On solving/learning differential equations with kernels

Speaker: Prof. Dr. Houman Owhadi
Affiliation: Caltech (USA)
Organized by: FAU DCN-AvH, Chair for Dynamics, Control and Numerics – Alexander von Humboldt Professorship at FAU Erlangen-Nürnberg (Germany)

Zoom meeting link
Meeting ID: 686 4453 8133 | PIN code: 603054

Abstract. We present a simple, rigorous, and unified framework for solving and learning (possibly nonlinear) differential equations (PDEs and ODEs) using the framework of Gaussian processes/kernel methods.

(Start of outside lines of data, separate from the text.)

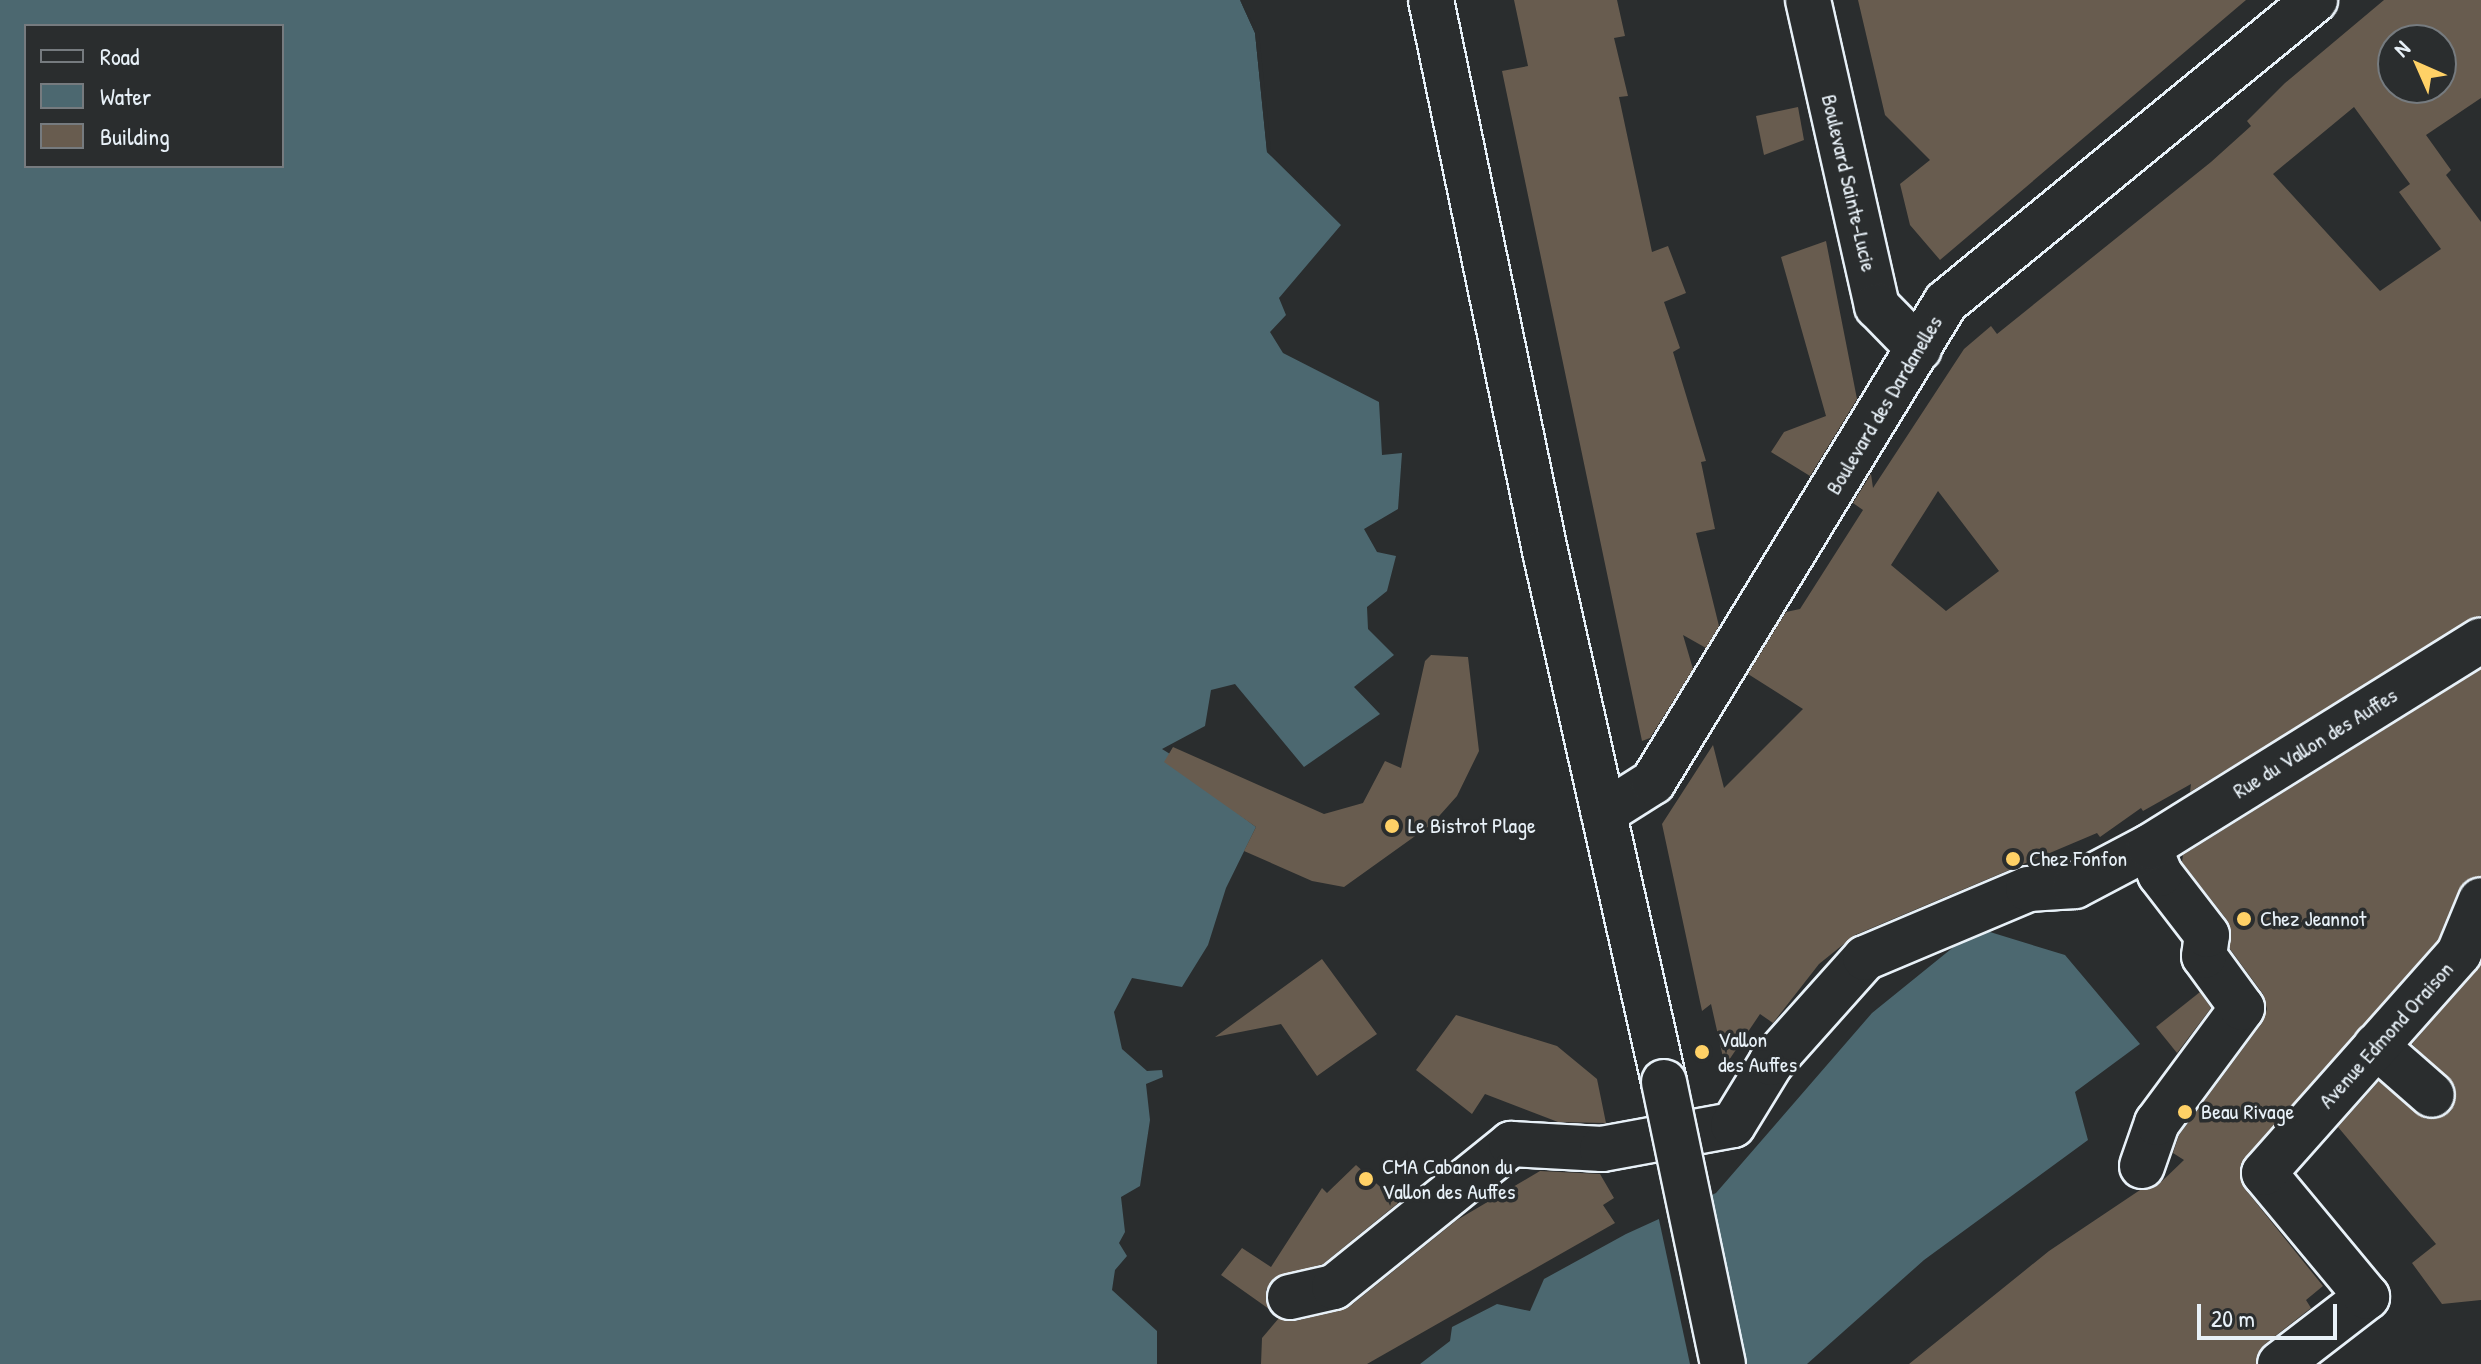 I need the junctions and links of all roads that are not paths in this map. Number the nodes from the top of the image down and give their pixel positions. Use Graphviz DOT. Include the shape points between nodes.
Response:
graph roads {
  1 [pos="1431,0"];
  2 [pos="1808,0"];
  3 [pos="2315,0"];
  4 [pos="1919,349"];
  5 [pos="2481,640"];
  6 [pos="1604,813"];
  7 [pos="2149,847"];
  8 [pos="2481,900"];
  9 [pos="2376,1046"];
  10 [pos="2432,1095"];
  11 [pos="2142,1166"];
  12 [pos="1290,1297"];
  13 [pos="1723,1364"];
  14 [pos="2280,1364"];
  1 -- 6 [label="street"];
  2 -- 4 [label="street, Boulevard Sainte-Lucie" via="1877,306"];
  3 -- 4 [label="street, Boulevard des Dardanelles" via="1946,302"];
  4 -- 6 [label="street, Boulevard des Dardanelles" via="1653,782"];
  5 -- 7 [label="street, Rue du Vallon des Auffes"];
  6 -- 13 [label="street, bridge"];
  7 -- 11 [label="street" via="2160,874 2207,935 2204,956 2242,1008 2157,1123"];
  7 -- 12 [label="street, Rue du Vallon des Auffes" via="2075,886 2028,889 1865,958 1771,1063 1733,1125 1602,1149 1511,1144 1334,1287"];
  8 -- 9 [label="street, Avenue Edmond Oraison" via="2459,953"];
  9 -- 10 [label="street"];
  9 -- 14 [label="street, Avenue Edmond Oraison" via="2264,1173 2367,1297"];
} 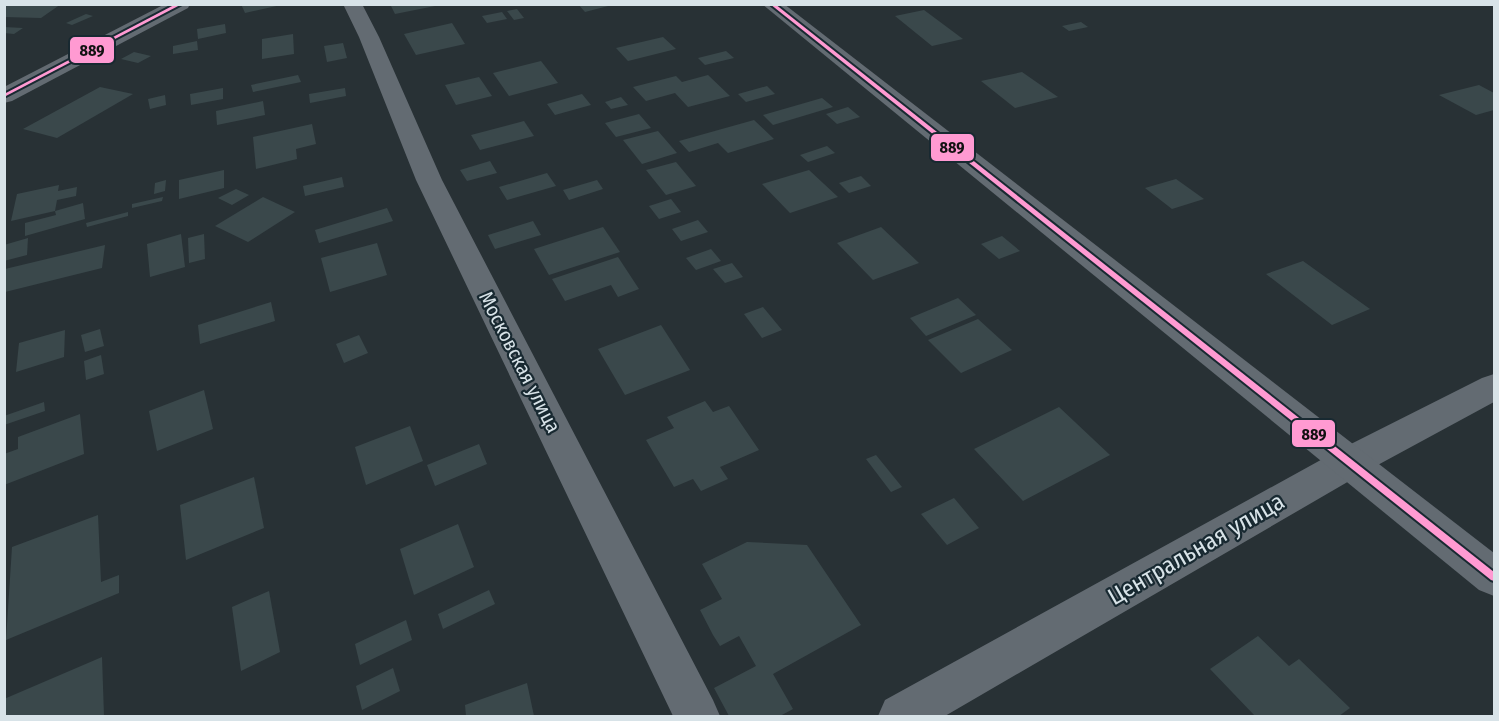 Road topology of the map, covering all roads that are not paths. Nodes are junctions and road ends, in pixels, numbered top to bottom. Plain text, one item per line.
1 (181, 4) edge
2 (352, 4) edge
3 (771, 4) edge
4 (4, 96) edge
5 (1494, 387) edge
6 (1350, 462) junction
7 (1494, 577) edge
8 (697, 717) edge
9 (901, 717) edge

1 - 4 street
2 - 8 street, Московская улица
3 - 6 street
5 - 6 street, Центральная улица
6 - 7 street
6 - 9 street, Центральная улица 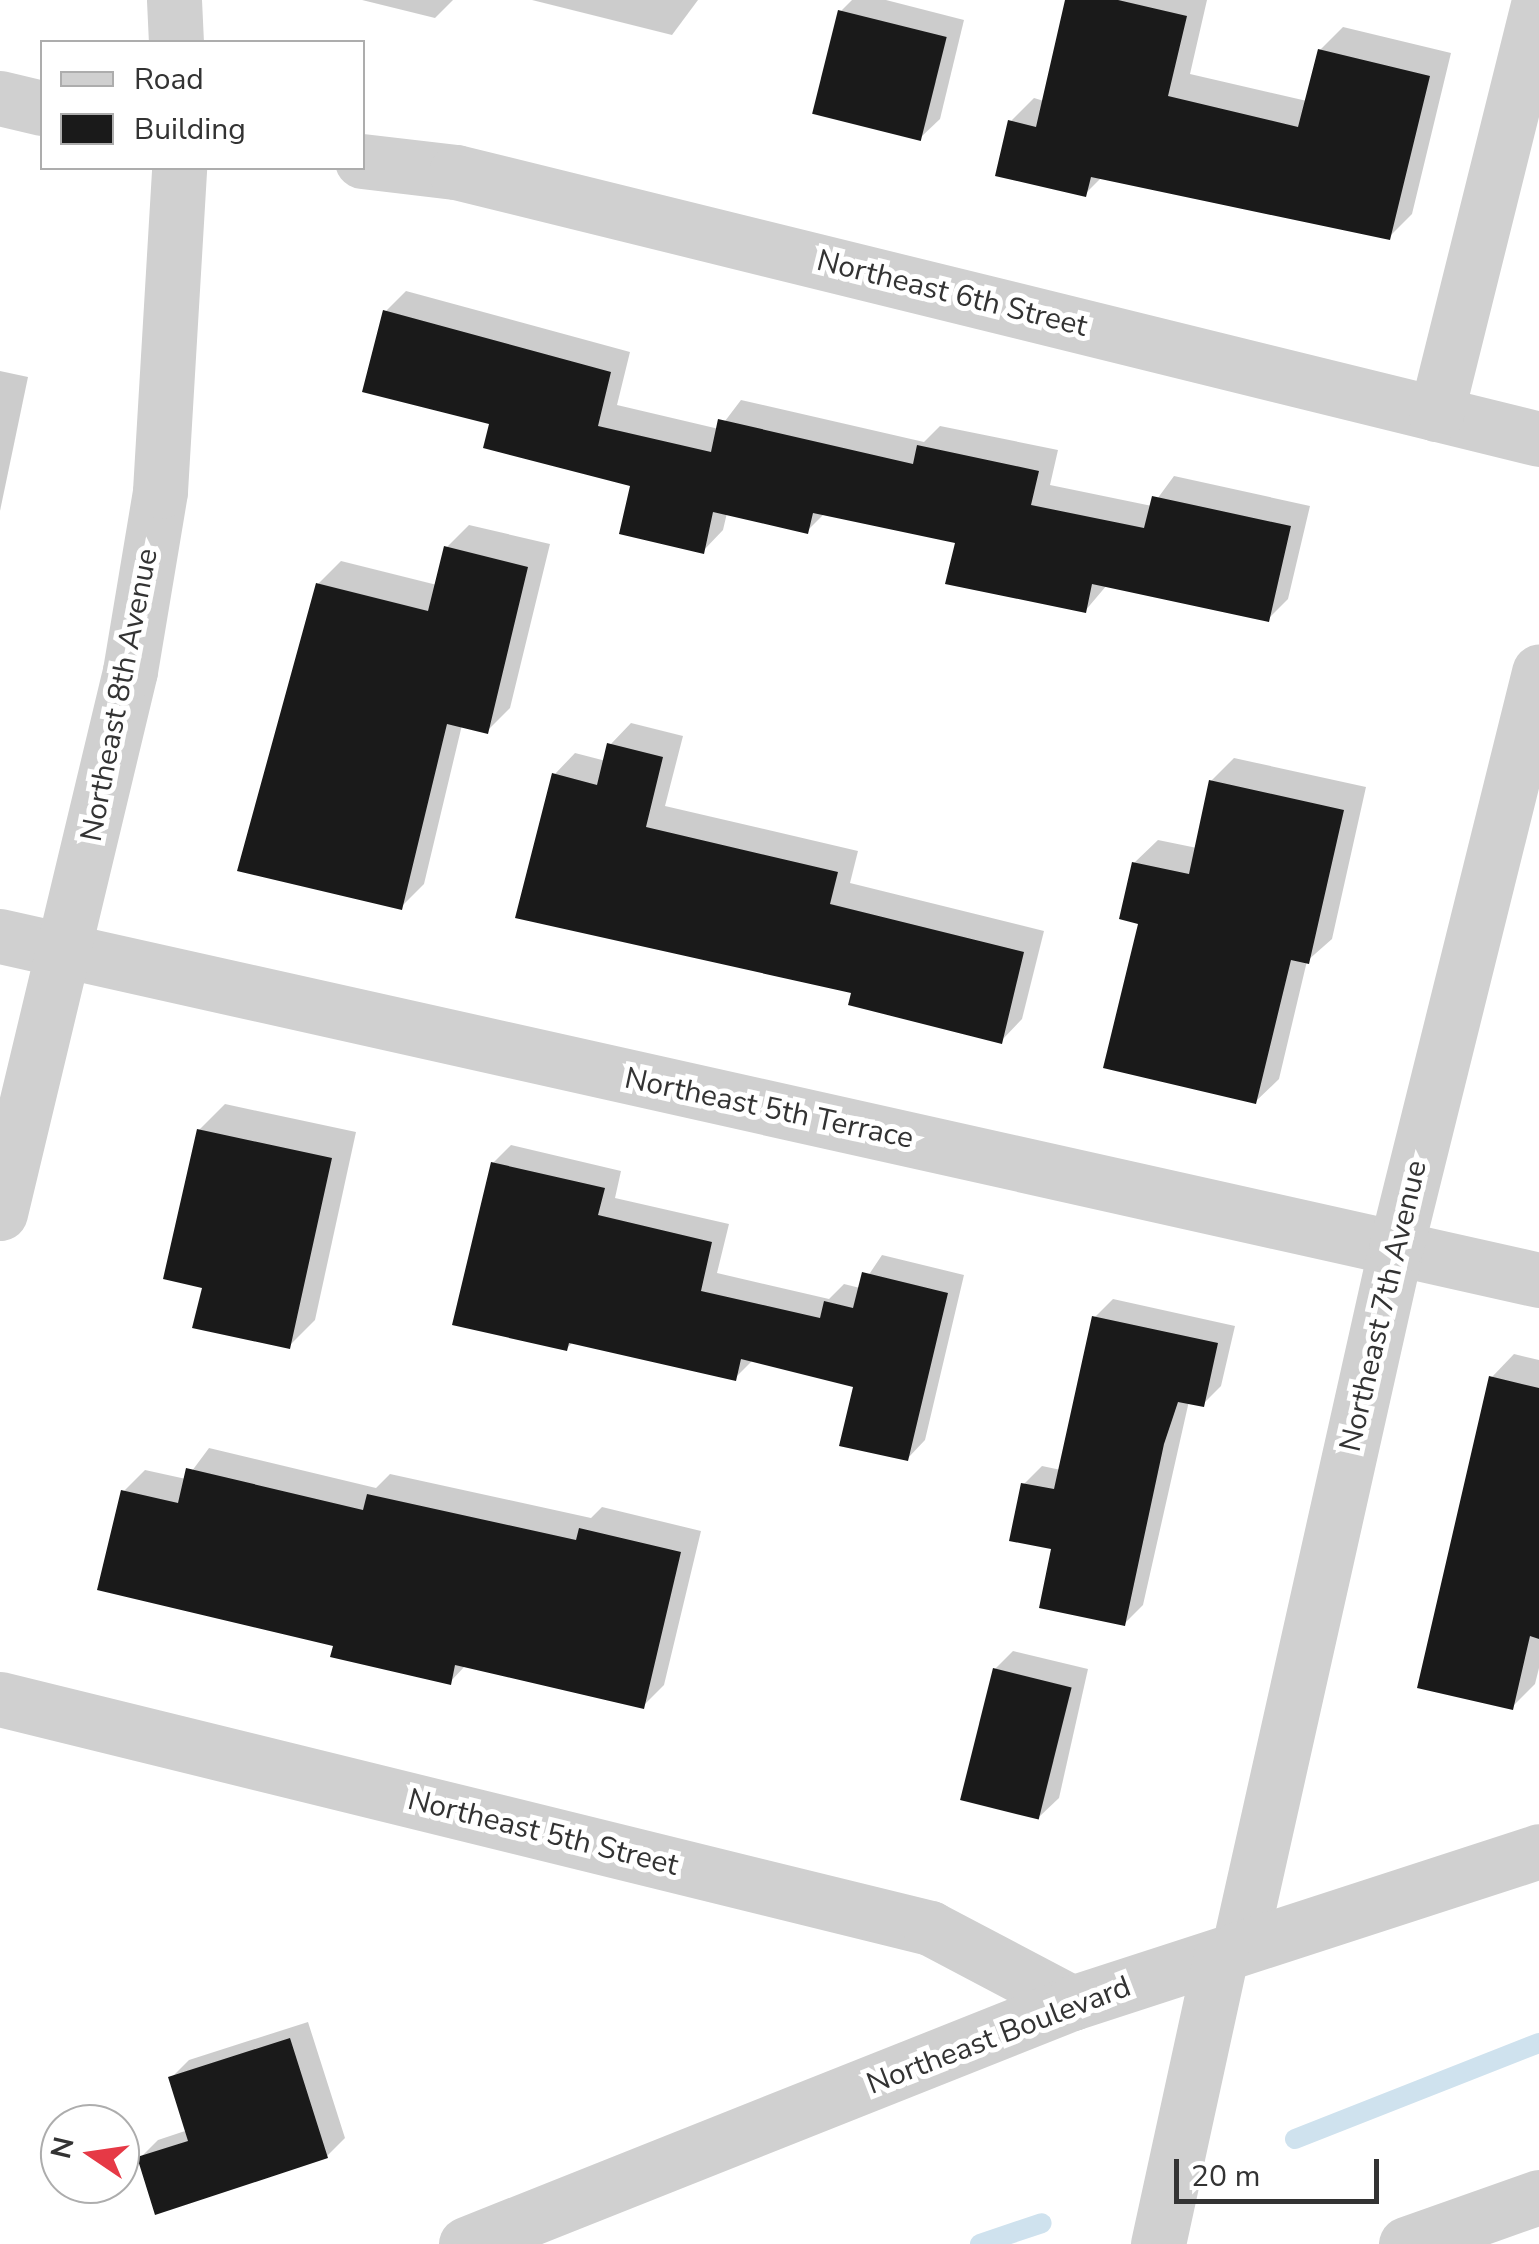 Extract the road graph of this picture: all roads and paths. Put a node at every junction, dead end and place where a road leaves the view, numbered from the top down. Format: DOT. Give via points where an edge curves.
graph roads {
  1 [pos="174,0"];
  2 [pos="1538,0"];
  3 [pos="176,40"];
  4 [pos="0,98"];
  5 [pos="40,108"];
  6 [pos="365,161"];
  7 [pos="179,170"];
  8 [pos="1436,414"];
  9 [pos="1539,438"];
  10 [pos="1539,672"];
  11 [pos="0,936"];
  12 [pos="65,952"];
  13 [pos="0,1213"];
  14 [pos="1396,1248"];
  15 [pos="1539,1280"];
  16 [pos="0,1699"];
  17 [pos="1539,1850"];
  18 [pos="1231,1950"];
  19 [pos="1072,2003"];
  20 [pos="1539,2197"];
  21 [pos="466,2244"];
  22 [pos="1158,2244"];
  23 [pos="1406,2244"];
  1 -- 3 [label="street"];
  2 -- 8 [label="street"];
  4 -- 5 [label="street"];
  6 -- 8 [label="street, Northeast 6th Street" via="456,172"];
  7 -- 12 [label="street, Northeast 8th Avenue" via="160,491 130,671"];
  8 -- 9 [label="street, Northeast 6th Street"];
  10 -- 14 [label="street, Northeast 7th Avenue"];
  11 -- 12 [label="street, Northeast 5th Terrace"];
  12 -- 13 [label="street, Northeast 8th Avenue"];
  12 -- 14 [label="street, Northeast 5th Terrace"];
  14 -- 15 [label="street, Northeast 5th Terrace"];
  14 -- 18 [label="street, Northeast 7th Avenue"];
  16 -- 19 [label="street, Northeast 5th Street" via="930,1928"];
  17 -- 18 [label="street, Northeast Boulevard"];
  18 -- 19 [label="street, Northeast Boulevard"];
  18 -- 22 [label="street, Northeast 7th Avenue"];
  19 -- 21 [label="street, Northeast Boulevard"];
  20 -- 23 [label="street"];
}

For PDEs the proposed approach: (1) provides a natural generalization of collocation kernel methods to nonlinear PDEs and Inverse Problems; (2) has guaranteed convergence for a very general class of PDEs, and comes equipped with a path to compute error bounds for specific PDE approximations; (3) inherits the state-of-the-art computational complexity of linear solvers for dense kernel matrices. For ODEs, we illustrate the efficacy of the proposed approach by extrapolating weather/climate time series obtained from satellite data and highlight the importance of using adapted/learned kernels.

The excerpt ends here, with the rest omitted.